Tuvimos que inventar historias de miedo para contarlas en clase. Uno se destacó del resto.

Autor: samhaysom 

Traducción: Kinsgar 

Cuando yo estaba en la escuela primaria, teníamos un maestro que todos odiaban. Sr. Handscombe, era su nombre. Enseñaba inglés.

El Sr. Handscombe medía alrededor de 1,65 m, con una cara irritada y gafas gruesas. Panza pequeña y gorda. Perdiendo su cabello en la cima. Casi todas las desventajas genéticas que se te ocurrieron, todas en un solo hombre.

Rayos, lo odiaba. No sé si el poder de ser más alto que otros 30 seres humanos en un aula se le subió a la cabeza, pero nos trató más como si fuéramos prisioneros que sus estudiantes de inglés.

Gritaba y gritaba a los niños. Los humilló. Te pondría en detención por cualquier cosa que se le ocurra. Era un desagradable, desagradable pedazo de trabajo.

Él tenía sus favoritos, también. No a los niños que le gustaban, sino a los niños a los que le gustaba molestar especialmente. Había un niño con sobrepeso llamado John Pickard, por ejemplo, y cada vez que Handscombe tomaba el registro, lo llamaba “John Pig ass (Trasero de cerdo)” y actuaba como si todo fuera un gran error. Siempre le hacía leer la parte de Piggy cuando estudiamos El señor de las moscas. Luego hubo una niña llamada Mary Richards, que tenía voz de susurro. Cada vez que no había voluntarios para leer en voz alta, obligaba a Mary a hacerlo siempre.

Pero el chico que más le gustaba era Grant.

Grant era un chico nuevo que se unió a nosotros al principio del año 6. Mamá me dijo que era un viajero, lo que significaba que se mudó a muchos lugares diferentes y que vivía en una caravana. Otros chicos de la escuela tenían nombres diferentes para él, pero nunca se los habrían dicho a Grant en la cara. El chico era como una cabeza más alto que el resto de nosotros, por ejemplo. De huesos grandes y anchos. Tenía una mirada férrea, de no te metas conmigo, lo que significa que los otros chicos lo dejaron solo.

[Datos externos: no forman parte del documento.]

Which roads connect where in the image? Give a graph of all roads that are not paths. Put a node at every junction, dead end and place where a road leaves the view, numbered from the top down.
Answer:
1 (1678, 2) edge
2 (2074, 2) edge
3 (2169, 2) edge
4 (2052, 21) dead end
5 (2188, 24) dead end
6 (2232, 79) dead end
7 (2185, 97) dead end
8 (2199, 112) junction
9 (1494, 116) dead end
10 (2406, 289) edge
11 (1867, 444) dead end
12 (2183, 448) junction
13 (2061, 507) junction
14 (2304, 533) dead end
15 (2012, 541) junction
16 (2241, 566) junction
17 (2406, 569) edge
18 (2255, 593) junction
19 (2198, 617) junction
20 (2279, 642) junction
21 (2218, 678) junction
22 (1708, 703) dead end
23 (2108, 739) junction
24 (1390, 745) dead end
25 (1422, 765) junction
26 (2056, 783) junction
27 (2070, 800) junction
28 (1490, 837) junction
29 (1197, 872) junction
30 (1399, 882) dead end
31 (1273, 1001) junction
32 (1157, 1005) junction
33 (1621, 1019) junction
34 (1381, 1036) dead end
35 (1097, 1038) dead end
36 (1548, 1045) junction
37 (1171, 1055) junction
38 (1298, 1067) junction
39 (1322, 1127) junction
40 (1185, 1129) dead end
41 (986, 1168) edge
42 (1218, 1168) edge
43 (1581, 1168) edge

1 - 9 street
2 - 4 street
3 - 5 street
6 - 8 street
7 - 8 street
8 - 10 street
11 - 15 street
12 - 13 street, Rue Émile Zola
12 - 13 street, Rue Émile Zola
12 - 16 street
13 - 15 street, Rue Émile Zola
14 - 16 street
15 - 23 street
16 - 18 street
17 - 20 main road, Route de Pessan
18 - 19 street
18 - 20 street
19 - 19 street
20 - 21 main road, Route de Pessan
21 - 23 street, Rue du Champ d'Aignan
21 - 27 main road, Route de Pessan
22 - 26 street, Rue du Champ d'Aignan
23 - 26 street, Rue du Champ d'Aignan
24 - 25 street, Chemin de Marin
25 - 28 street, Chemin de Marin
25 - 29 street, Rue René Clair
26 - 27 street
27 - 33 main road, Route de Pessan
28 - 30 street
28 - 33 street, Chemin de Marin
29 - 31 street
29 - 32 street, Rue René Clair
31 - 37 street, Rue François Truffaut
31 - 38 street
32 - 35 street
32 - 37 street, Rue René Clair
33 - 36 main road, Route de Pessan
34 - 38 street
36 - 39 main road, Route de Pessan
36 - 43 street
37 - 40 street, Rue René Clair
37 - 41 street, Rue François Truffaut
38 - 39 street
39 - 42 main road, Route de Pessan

Pero eso no detuvo al Sr. Handscombe. Ni un poquito. No sé si fue porque Grant era casi tan alto como él, o porque su familia era viajera, pero Handscombe lo tuvo marcado desde el primer día. Odiaba a Grant. Se podía oír en su voz, cada vez que hablaba con él. No le gustaba el chico ni un poquito.

El Sr. Handscombe alternaba entre regañar a Grant delante de todos – esto podría ser literalmente por cualquier cosa, como estornudar mientras Handscombe hablaba o se desabrochaba la camisa – y hacía todo lo posible para avergonzar al niño. La primera semana hizo que Grant fuera al frente de la clase, luego lo regañó durante 10 minutos porque sus zapatos no estaban bien pulidos.

Otra vez nos dijo que íbamos a practicar sinónimos, y luego escribió la palabra DIFERENTE en el centro de la pizarra. Tuvimos que turnarnos para subir y escribir palabras a su alrededor que significaban algo similar.

Cuando terminamos, el Sr. Handscombe sonrió un poco.

“Ahora, necesitamos que alguien bien versado en este tema se ofrezca como voluntario para leer todas estas palabras en voz alta a la clase”, dijo. “¿Qué tal… tú, Grant?”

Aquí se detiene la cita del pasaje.